Your assignment
Give back exactly the lines that run from the beginning of the entries to the line containing "Please list the", both included, and nothing else.

Exercise input
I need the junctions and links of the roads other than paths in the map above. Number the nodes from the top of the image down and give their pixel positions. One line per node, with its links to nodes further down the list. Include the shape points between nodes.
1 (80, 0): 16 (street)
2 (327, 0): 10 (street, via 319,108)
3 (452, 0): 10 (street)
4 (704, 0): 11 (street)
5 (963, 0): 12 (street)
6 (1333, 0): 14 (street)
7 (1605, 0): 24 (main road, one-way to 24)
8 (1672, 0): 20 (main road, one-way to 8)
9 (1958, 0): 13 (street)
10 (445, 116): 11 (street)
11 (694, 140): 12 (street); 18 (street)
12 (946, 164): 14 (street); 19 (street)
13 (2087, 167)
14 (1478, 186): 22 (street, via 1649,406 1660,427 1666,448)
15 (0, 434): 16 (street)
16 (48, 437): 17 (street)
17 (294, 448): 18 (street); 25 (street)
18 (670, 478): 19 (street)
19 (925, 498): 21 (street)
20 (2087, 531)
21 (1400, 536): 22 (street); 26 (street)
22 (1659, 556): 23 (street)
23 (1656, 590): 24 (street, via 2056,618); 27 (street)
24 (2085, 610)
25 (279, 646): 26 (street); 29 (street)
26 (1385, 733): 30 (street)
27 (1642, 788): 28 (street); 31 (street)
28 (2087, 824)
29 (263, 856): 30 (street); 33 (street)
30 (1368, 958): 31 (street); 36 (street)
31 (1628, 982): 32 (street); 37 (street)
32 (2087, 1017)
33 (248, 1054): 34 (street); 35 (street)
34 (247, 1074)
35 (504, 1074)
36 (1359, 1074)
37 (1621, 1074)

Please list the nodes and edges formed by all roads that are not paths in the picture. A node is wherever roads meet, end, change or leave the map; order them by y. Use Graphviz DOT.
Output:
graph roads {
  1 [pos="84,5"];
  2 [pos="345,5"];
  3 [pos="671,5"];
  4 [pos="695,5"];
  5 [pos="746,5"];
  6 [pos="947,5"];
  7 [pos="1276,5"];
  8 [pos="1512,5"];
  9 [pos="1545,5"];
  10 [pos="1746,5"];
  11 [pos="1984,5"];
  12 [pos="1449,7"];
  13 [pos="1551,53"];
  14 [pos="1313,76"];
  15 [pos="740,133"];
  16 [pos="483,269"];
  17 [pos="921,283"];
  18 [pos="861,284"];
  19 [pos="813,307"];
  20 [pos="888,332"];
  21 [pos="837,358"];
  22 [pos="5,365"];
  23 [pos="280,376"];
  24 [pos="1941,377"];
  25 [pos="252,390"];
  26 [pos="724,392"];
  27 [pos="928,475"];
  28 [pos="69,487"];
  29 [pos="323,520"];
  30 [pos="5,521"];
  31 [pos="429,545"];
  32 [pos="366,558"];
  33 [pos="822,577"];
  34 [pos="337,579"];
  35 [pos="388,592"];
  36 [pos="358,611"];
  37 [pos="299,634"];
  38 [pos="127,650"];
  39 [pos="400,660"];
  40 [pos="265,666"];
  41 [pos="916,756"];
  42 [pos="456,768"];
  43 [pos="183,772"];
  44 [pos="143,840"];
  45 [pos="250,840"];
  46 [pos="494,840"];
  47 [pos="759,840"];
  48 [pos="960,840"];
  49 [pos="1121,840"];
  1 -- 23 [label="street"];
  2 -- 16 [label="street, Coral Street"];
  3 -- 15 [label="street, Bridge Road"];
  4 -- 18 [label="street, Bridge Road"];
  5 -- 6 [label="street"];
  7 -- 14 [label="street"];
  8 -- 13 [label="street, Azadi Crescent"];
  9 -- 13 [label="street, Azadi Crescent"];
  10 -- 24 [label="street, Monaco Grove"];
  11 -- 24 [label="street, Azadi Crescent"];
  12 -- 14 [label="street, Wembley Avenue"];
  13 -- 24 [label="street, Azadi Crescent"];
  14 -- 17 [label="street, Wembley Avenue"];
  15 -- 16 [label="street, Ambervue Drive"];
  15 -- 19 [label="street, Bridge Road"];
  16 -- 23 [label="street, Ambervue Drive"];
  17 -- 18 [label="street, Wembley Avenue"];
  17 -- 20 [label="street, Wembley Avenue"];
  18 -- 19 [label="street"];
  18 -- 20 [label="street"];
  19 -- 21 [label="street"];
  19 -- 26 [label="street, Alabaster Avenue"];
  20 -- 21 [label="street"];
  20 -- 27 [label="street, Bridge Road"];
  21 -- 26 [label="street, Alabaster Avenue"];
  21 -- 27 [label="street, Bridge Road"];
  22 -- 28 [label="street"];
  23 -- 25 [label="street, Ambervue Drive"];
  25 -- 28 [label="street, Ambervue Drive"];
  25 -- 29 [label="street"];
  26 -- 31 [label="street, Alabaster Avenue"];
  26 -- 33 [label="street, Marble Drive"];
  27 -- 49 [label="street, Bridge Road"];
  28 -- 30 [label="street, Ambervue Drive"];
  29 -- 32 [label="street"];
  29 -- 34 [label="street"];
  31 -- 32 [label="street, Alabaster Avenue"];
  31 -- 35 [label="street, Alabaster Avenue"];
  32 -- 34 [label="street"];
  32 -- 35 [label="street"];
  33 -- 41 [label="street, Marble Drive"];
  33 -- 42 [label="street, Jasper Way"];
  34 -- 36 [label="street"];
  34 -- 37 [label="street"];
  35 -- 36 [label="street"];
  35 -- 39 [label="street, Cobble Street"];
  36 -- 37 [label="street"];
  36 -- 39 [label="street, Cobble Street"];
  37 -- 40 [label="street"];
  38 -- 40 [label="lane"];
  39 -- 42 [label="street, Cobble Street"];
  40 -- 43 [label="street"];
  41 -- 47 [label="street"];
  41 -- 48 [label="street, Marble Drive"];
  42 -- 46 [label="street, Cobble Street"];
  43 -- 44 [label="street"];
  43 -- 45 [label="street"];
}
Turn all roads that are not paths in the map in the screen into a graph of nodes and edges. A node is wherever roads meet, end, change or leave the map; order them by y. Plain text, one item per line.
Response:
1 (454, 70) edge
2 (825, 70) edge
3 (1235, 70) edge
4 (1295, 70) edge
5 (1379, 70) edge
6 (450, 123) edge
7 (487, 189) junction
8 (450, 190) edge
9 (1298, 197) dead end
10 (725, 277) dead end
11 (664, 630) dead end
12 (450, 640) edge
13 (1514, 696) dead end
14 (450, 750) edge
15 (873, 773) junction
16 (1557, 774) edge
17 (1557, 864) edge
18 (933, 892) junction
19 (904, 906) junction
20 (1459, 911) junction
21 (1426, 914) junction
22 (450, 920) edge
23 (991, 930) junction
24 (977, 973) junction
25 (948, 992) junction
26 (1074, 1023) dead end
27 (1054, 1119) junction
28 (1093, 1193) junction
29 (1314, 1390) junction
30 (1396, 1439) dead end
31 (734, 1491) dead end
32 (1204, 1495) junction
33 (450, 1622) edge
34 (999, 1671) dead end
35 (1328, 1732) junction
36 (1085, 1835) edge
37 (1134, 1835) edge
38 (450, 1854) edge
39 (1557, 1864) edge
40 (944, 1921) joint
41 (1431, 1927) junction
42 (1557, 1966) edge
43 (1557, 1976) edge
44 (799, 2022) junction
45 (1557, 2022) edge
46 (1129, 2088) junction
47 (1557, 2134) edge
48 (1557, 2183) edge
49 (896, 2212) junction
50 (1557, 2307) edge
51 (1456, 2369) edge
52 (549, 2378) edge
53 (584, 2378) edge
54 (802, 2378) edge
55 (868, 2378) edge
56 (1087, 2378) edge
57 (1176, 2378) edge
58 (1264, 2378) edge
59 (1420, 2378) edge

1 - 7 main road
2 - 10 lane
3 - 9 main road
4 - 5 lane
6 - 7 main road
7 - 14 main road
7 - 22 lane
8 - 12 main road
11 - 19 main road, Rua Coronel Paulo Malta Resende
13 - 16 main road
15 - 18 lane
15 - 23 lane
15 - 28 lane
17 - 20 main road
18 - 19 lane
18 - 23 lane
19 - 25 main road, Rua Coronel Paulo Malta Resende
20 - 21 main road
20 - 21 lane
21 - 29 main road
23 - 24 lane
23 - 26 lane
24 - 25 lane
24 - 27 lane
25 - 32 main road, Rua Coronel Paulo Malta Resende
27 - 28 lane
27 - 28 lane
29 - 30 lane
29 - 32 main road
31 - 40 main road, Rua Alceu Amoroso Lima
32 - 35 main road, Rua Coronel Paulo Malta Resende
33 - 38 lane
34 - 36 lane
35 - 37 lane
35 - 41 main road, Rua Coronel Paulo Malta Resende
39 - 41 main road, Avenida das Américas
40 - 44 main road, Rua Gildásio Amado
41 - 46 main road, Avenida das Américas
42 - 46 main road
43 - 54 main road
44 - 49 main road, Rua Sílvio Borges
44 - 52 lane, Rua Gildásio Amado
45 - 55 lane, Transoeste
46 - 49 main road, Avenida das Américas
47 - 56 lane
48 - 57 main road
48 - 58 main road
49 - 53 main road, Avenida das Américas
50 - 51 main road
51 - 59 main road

Response area
I need the junctions and links of the roads other than paths in the map above. Number the nodes from the top of the image down and give their pixel positions. One line per node, with its links to nodes further down the list. Include the shape points between nodes.
1 (80, 0): 16 (street)
2 (327, 0): 10 (street, via 319,108)
3 (452, 0): 10 (street)
4 (704, 0): 11 (street)
5 (963, 0): 12 (street)
6 (1333, 0): 14 (street)
7 (1605, 0): 24 (main road, one-way to 24)
8 (1672, 0): 20 (main road, one-way to 8)
9 (1958, 0): 13 (street)
10 (445, 116): 11 (street)
11 (694, 140): 12 (street); 18 (street)
12 (946, 164): 14 (street); 19 (street)
13 (2087, 167)
14 (1478, 186): 22 (street, via 1649,406 1660,427 1666,448)
15 (0, 434): 16 (street)
16 (48, 437): 17 (street)
17 (294, 448): 18 (street); 25 (street)
18 (670, 478): 19 (street)
19 (925, 498): 21 (street)
20 (2087, 531)
21 (1400, 536): 22 (street); 26 (street)
22 (1659, 556): 23 (street)
23 (1656, 590): 24 (street, via 2056,618); 27 (street)
24 (2085, 610)
25 (279, 646): 26 (street); 29 (street)
26 (1385, 733): 30 (street)
27 (1642, 788): 28 (street); 31 (street)
28 (2087, 824)
29 (263, 856): 30 (street); 33 (street)
30 (1368, 958): 31 (street); 36 (street)
31 (1628, 982): 32 (street); 37 (street)
32 (2087, 1017)
33 (248, 1054): 34 (street); 35 (street)
34 (247, 1074)
35 (504, 1074)
36 (1359, 1074)
37 (1621, 1074)

Please list the nodes and edges formed by all roads that are not paths in the picture. A node is wherever roads meet, end, change or leave the map; order them by y. Use Graphviz DOT.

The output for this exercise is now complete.